In the paper, the authors show how Reinforcement learning (RL) offers a way to further fine-tune neural machine translation models beyond standard maximum likelihood training. The authors apply RL to refine the top English-to-French and English-to-German models with the goal of improving their BLEU scores.
Their key results show that RL fine-tuning provides a modest boost to the state-of-the-art models. On English-to-French translation, they achieve close to a 1 BLEU point increase on the test set after RL fine-tuning. For English-to-German, a 0.4 BLEU improvement is attained on the development set, but test performance slightly declines. They note that some of these gains overlap with improvements from separately fine-tuning the decoder itself through techniques like length normalization and coverage penalty.
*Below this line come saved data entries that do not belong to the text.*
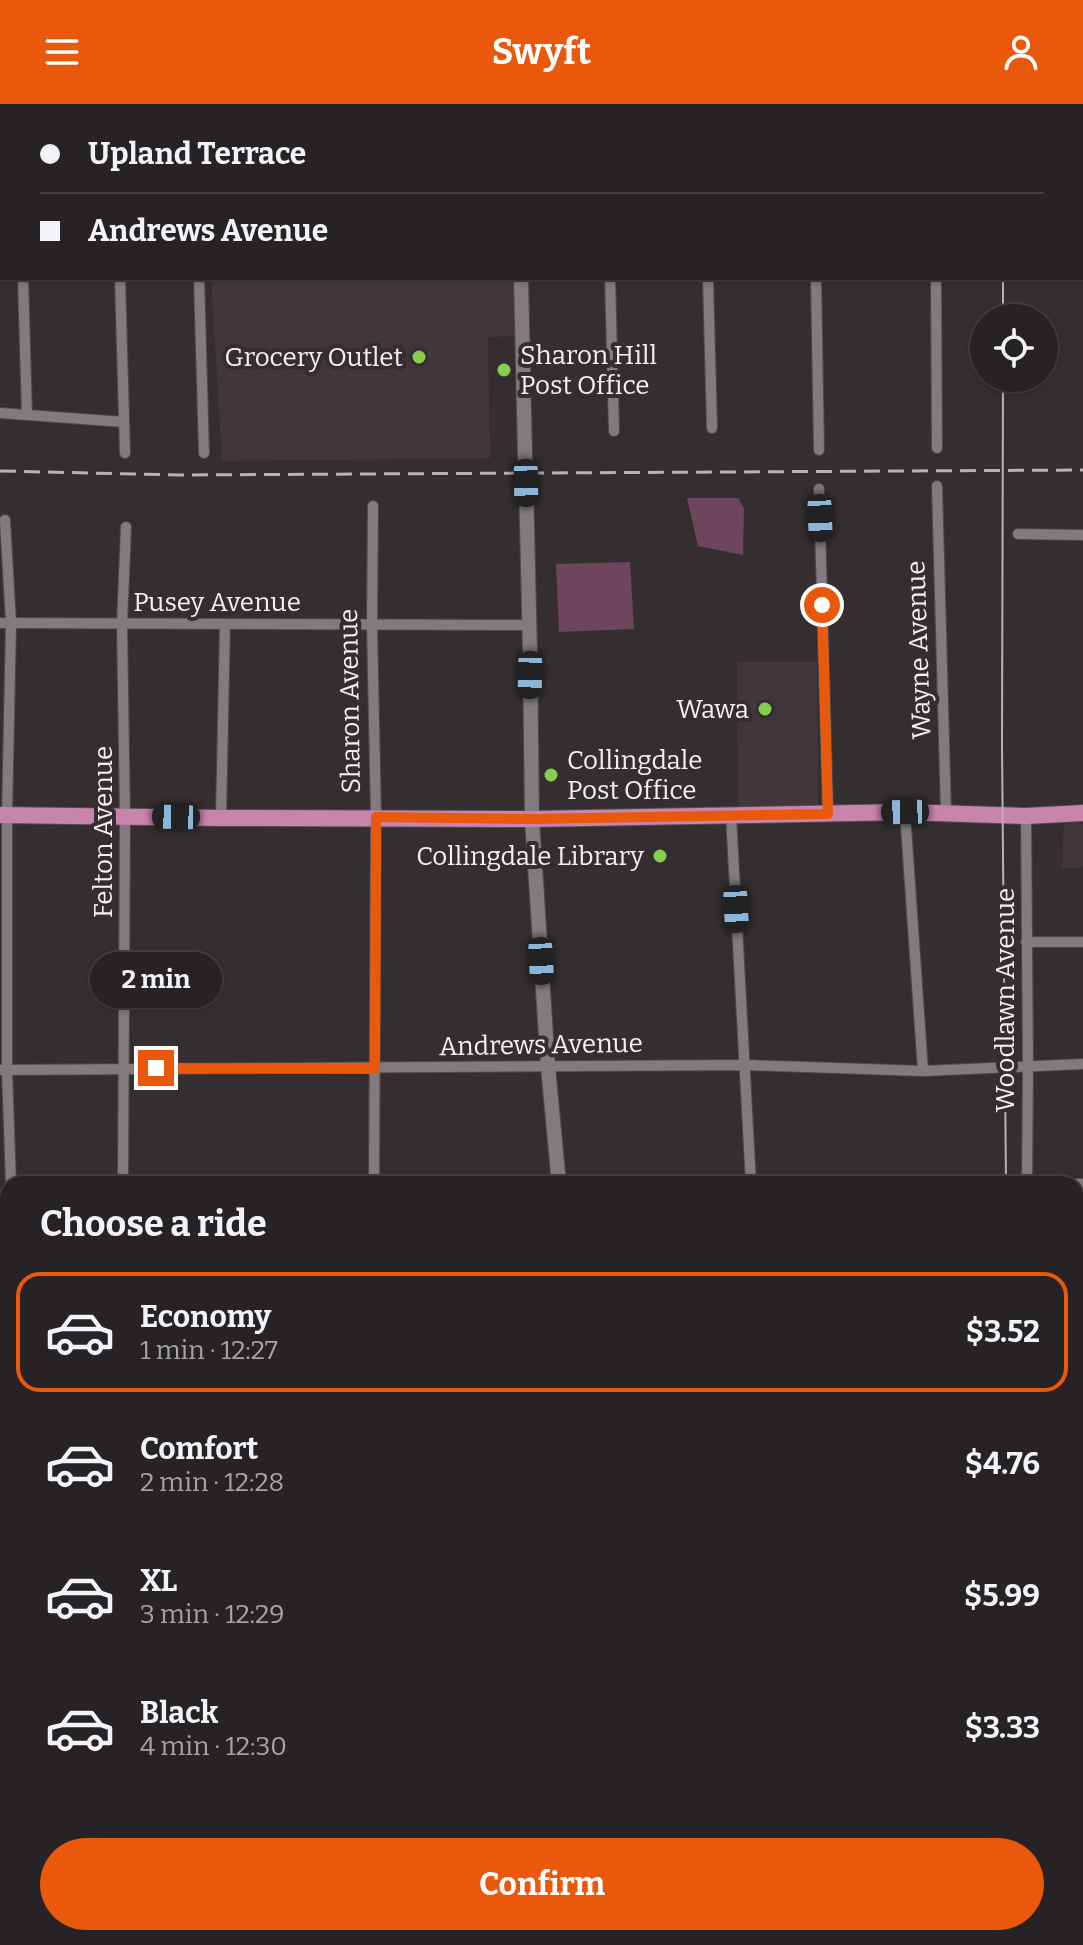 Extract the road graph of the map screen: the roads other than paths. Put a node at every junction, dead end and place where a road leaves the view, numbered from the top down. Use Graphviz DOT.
graph roads {
  1 [pos="23,280"];
  2 [pos="120,280"];
  3 [pos="199,280"];
  4 [pos="521,280"];
  5 [pos="610,280"];
  6 [pos="708,280"];
  7 [pos="816,280"];
  8 [pos="936,280"];
  9 [pos="0,413"];
  10 [pos="27,415"];
  11 [pos="124,422"];
  12 [pos="712,428"];
  13 [pos="614,431"];
  14 [pos="937,448"];
  15 [pos="819,450"];
  16 [pos="125,453"];
  17 [pos="204,453"];
  18 [pos="937,486"];
  19 [pos="819,489"];
  20 [pos="373,506"];
  21 [pos="5,520"];
  22 [pos="126,527"];
  23 [pos="1018,534"];
  24 [pos="1083,535"];
  25 [pos="5,623"];
  26 [pos="122,624"];
  27 [pos="225,624"];
  28 [pos="529,625"];
  29 [pos="372,626"];
  30 [pos="905,812"];
  31 [pos="946,813"];
  32 [pos="1083,813"];
  33 [pos="828,814"];
  34 [pos="3,815"];
  35 [pos="731,815"];
  36 [pos="125,816"];
  37 [pos="1026,816"];
  38 [pos="376,817"];
  39 [pos="221,818"];
  40 [pos="532,819"];
  41 [pos="1026,942"];
  42 [pos="1083,942"];
  43 [pos="1083,1064"];
  44 [pos="745,1065"];
  45 [pos="1028,1066"];
  46 [pos="548,1067"];
  47 [pos="125,1068"];
  48 [pos="375,1069"];
  49 [pos="3,1070"];
  50 [pos="923,1071"];
  51 [pos="9,1176"];
  52 [pos="123,1176"];
  53 [pos="374,1176"];
  54 [pos="558,1176"];
  55 [pos="751,1176"];
  56 [pos="1027,1176"];
  1 -- 10 [label="street"];
  2 -- 11 [label="street"];
  3 -- 17 [label="street"];
  4 -- 28 [label="street, bridge"];
  5 -- 13 [label="street"];
  6 -- 12 [label="street"];
  7 -- 15 [label="street"];
  8 -- 14 [label="street"];
  9 -- 10 [label="street"];
  10 -- 11 [label="street"];
  11 -- 16 [label="street"];
  18 -- 31 [label="street, Wayne Avenue"];
  19 -- 33 [label="street"];
  20 -- 29 [label="street, Sharon Avenue"];
  21 -- 25 [label="street"];
  22 -- 26 [label="street, Felton Avenue"];
  23 -- 24 [label="street"];
  25 -- 26 [label="street, Pusey Avenue"];
  25 -- 34 [label="street"];
  26 -- 27 [label="street, Pusey Avenue"];
  26 -- 36 [label="street, Felton Avenue"];
  27 -- 29 [label="street, Pusey Avenue"];
  27 -- 39 [label="street"];
  28 -- 29 [label="street, Pusey Avenue"];
  28 -- 40 [label="street"];
  29 -- 38 [label="street, Sharon Avenue"];
  30 -- 31 [label="main road"];
  30 -- 33 [label="main road"];
  30 -- 50 [label="street"];
  31 -- 37 [label="main road"];
  32 -- 37 [label="main road"];
  33 -- 35 [label="main road"];
  34 -- 36 [label="main road"];
  34 -- 49 [label="street"];
  35 -- 40 [label="main road"];
  35 -- 44 [label="street"];
  36 -- 39 [label="main road"];
  36 -- 47 [label="street, Felton Avenue"];
  37 -- 41 [label="street, Woodlawn Avenue"];
  38 -- 39 [label="main road"];
  38 -- 40 [label="main road"];
  38 -- 48 [label="street, Sharon Avenue"];
  40 -- 46 [label="street"];
  41 -- 42 [label="street"];
  41 -- 45 [label="street, Woodlawn Avenue"];
  43 -- 45 [label="street, Andrews Avenue"];
  44 -- 46 [label="street, Andrews Avenue"];
  44 -- 50 [label="street, Andrews Avenue"];
  44 -- 55 [label="street"];
  45 -- 50 [label="street, Andrews Avenue"];
  45 -- 56 [label="street, Woodlawn Avenue"];
  46 -- 48 [label="street, Andrews Avenue"];
  46 -- 54 [label="street"];
  47 -- 48 [label="street, Andrews Avenue"];
  47 -- 49 [label="street, Andrews Avenue"];
  47 -- 52 [label="street, Felton Avenue"];
  48 -- 53 [label="street, Sharon Avenue"];
  49 -- 51 [label="street"];
}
Thus, the boost from RL may have been more pronounced on a decoder without as much optimization. Nonetheless, averaging over 8 independently trained models, the results indicate a positive impact from using reinforcement learning to refine models past standard maximum likelihood training. While not a silver bullet, RL presents a supplemental way to eke out gains in translation quality.
In summary, the optimized architecture, training strategy, and inference setup allows the model to surpass prior state-of-the-art on WMT benchmarks while reducing errors by over 60% on large-scale internal datasets compared to previous Google Translate systems (in 2016 timeframe). This substantial boost in deployable neural translation quality highlights the impact of techniques tackling key challenges like vocabulary breadth through solutions such as data-driven wordpiece modeling.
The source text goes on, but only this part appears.